▶ [Work instructions]:
Your reply should reproduce each entry exactly and contain no pictures.
[Start of section]
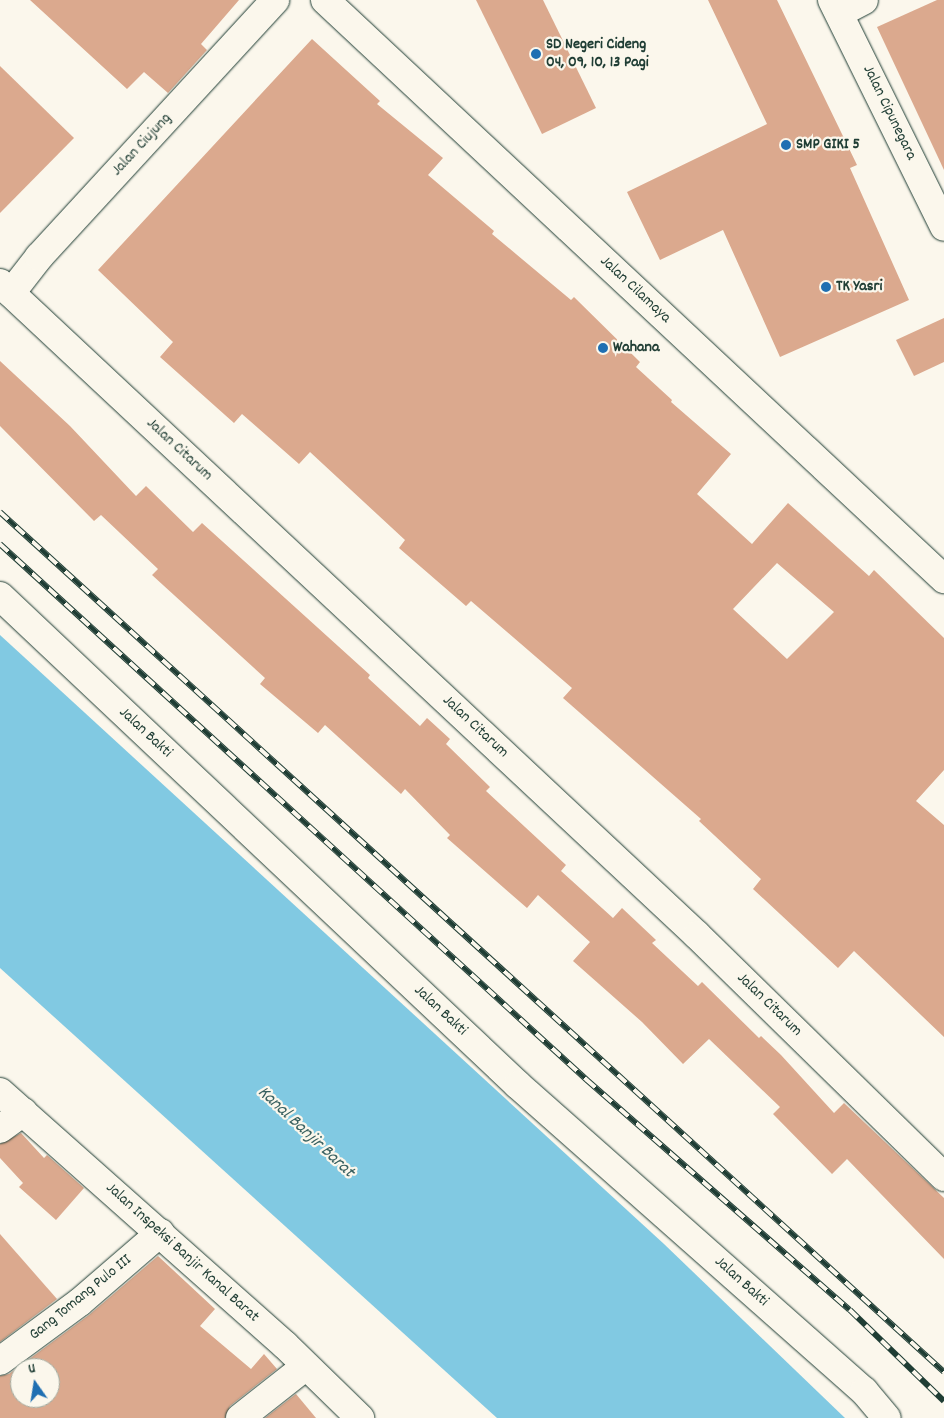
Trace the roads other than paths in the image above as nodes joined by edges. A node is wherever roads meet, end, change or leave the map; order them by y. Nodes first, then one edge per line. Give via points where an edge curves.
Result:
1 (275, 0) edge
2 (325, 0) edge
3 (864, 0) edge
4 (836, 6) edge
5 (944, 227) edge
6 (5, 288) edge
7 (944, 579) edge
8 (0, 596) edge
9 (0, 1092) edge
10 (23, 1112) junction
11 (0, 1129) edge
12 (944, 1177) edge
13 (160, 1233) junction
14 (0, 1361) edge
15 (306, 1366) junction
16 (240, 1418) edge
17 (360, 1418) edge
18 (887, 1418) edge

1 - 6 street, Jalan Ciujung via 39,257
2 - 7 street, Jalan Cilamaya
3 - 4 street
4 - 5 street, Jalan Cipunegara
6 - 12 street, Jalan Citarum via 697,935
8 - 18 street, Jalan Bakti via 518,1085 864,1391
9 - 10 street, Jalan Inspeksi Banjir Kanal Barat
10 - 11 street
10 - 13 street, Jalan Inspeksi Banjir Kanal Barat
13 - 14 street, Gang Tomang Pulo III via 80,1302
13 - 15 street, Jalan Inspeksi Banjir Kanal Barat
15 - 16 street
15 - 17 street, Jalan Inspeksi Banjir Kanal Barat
[End of section]
▶ [Exercise output]:
Trace the roads other than paths in the image above as nodes joined by edges. A node is wherever roads meet, end, change or leave the map; order them by y. Nodes first, then one edge per line. Give via points where an edge curves.
Result:
1 (275, 0) edge
2 (325, 0) edge
3 (864, 0) edge
4 (836, 6) edge
5 (944, 227) edge
6 (5, 288) edge
7 (944, 579) edge
8 (0, 596) edge
9 (0, 1092) edge
10 (23, 1112) junction
11 (0, 1129) edge
12 (944, 1177) edge
13 (160, 1233) junction
14 (0, 1361) edge
15 (306, 1366) junction
16 (240, 1418) edge
17 (360, 1418) edge
18 (887, 1418) edge

1 - 6 street, Jalan Ciujung via 39,257
2 - 7 street, Jalan Cilamaya
3 - 4 street
4 - 5 street, Jalan Cipunegara
6 - 12 street, Jalan Citarum via 697,935
8 - 18 street, Jalan Bakti via 518,1085 864,1391
9 - 10 street, Jalan Inspeksi Banjir Kanal Barat
10 - 11 street
10 - 13 street, Jalan Inspeksi Banjir Kanal Barat
13 - 14 street, Gang Tomang Pulo III via 80,1302
13 - 15 street, Jalan Inspeksi Banjir Kanal Barat
15 - 16 street
15 - 17 street, Jalan Inspeksi Banjir Kanal Barat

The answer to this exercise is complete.